Output the data once more, exactly as given.

[Information shown — start]

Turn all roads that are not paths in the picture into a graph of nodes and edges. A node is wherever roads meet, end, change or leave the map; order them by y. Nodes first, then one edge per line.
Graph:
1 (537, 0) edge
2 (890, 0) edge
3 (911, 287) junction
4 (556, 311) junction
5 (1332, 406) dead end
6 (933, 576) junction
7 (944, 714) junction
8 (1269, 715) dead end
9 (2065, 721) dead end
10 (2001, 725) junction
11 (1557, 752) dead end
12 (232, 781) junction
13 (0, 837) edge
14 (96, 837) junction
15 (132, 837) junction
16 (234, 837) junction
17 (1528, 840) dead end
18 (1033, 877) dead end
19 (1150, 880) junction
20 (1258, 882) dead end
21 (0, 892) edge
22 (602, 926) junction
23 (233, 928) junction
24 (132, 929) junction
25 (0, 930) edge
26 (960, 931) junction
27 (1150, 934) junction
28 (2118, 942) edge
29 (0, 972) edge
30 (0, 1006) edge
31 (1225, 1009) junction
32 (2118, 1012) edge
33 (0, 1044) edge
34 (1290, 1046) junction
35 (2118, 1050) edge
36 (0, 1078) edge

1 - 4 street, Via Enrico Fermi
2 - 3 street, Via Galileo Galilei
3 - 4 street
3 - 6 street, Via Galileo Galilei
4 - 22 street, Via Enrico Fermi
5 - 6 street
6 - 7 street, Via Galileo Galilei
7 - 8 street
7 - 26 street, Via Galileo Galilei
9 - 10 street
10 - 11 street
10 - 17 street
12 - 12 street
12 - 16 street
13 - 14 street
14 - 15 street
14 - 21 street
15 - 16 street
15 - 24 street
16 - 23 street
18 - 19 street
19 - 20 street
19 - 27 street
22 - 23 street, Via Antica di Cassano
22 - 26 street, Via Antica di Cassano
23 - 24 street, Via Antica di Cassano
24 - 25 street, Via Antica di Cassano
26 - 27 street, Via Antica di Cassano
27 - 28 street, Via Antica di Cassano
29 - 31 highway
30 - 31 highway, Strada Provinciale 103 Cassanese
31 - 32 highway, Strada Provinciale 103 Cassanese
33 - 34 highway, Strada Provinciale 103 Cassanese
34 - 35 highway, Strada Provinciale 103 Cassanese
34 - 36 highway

[Information shown — finish]

▶ Answer:
Turn all roads that are not paths in the picture into a graph of nodes and edges. A node is wherever roads meet, end, change or leave the map; order them by y. Nodes first, then one edge per line.
Graph:
1 (537, 0) edge
2 (890, 0) edge
3 (911, 287) junction
4 (556, 311) junction
5 (1332, 406) dead end
6 (933, 576) junction
7 (944, 714) junction
8 (1269, 715) dead end
9 (2065, 721) dead end
10 (2001, 725) junction
11 (1557, 752) dead end
12 (232, 781) junction
13 (0, 837) edge
14 (96, 837) junction
15 (132, 837) junction
16 (234, 837) junction
17 (1528, 840) dead end
18 (1033, 877) dead end
19 (1150, 880) junction
20 (1258, 882) dead end
21 (0, 892) edge
22 (602, 926) junction
23 (233, 928) junction
24 (132, 929) junction
25 (0, 930) edge
26 (960, 931) junction
27 (1150, 934) junction
28 (2118, 942) edge
29 (0, 972) edge
30 (0, 1006) edge
31 (1225, 1009) junction
32 (2118, 1012) edge
33 (0, 1044) edge
34 (1290, 1046) junction
35 (2118, 1050) edge
36 (0, 1078) edge

1 - 4 street, Via Enrico Fermi
2 - 3 street, Via Galileo Galilei
3 - 4 street
3 - 6 street, Via Galileo Galilei
4 - 22 street, Via Enrico Fermi
5 - 6 street
6 - 7 street, Via Galileo Galilei
7 - 8 street
7 - 26 street, Via Galileo Galilei
9 - 10 street
10 - 11 street
10 - 17 street
12 - 12 street
12 - 16 street
13 - 14 street
14 - 15 street
14 - 21 street
15 - 16 street
15 - 24 street
16 - 23 street
18 - 19 street
19 - 20 street
19 - 27 street
22 - 23 street, Via Antica di Cassano
22 - 26 street, Via Antica di Cassano
23 - 24 street, Via Antica di Cassano
24 - 25 street, Via Antica di Cassano
26 - 27 street, Via Antica di Cassano
27 - 28 street, Via Antica di Cassano
29 - 31 highway
30 - 31 highway, Strada Provinciale 103 Cassanese
31 - 32 highway, Strada Provinciale 103 Cassanese
33 - 34 highway, Strada Provinciale 103 Cassanese
34 - 35 highway, Strada Provinciale 103 Cassanese
34 - 36 highway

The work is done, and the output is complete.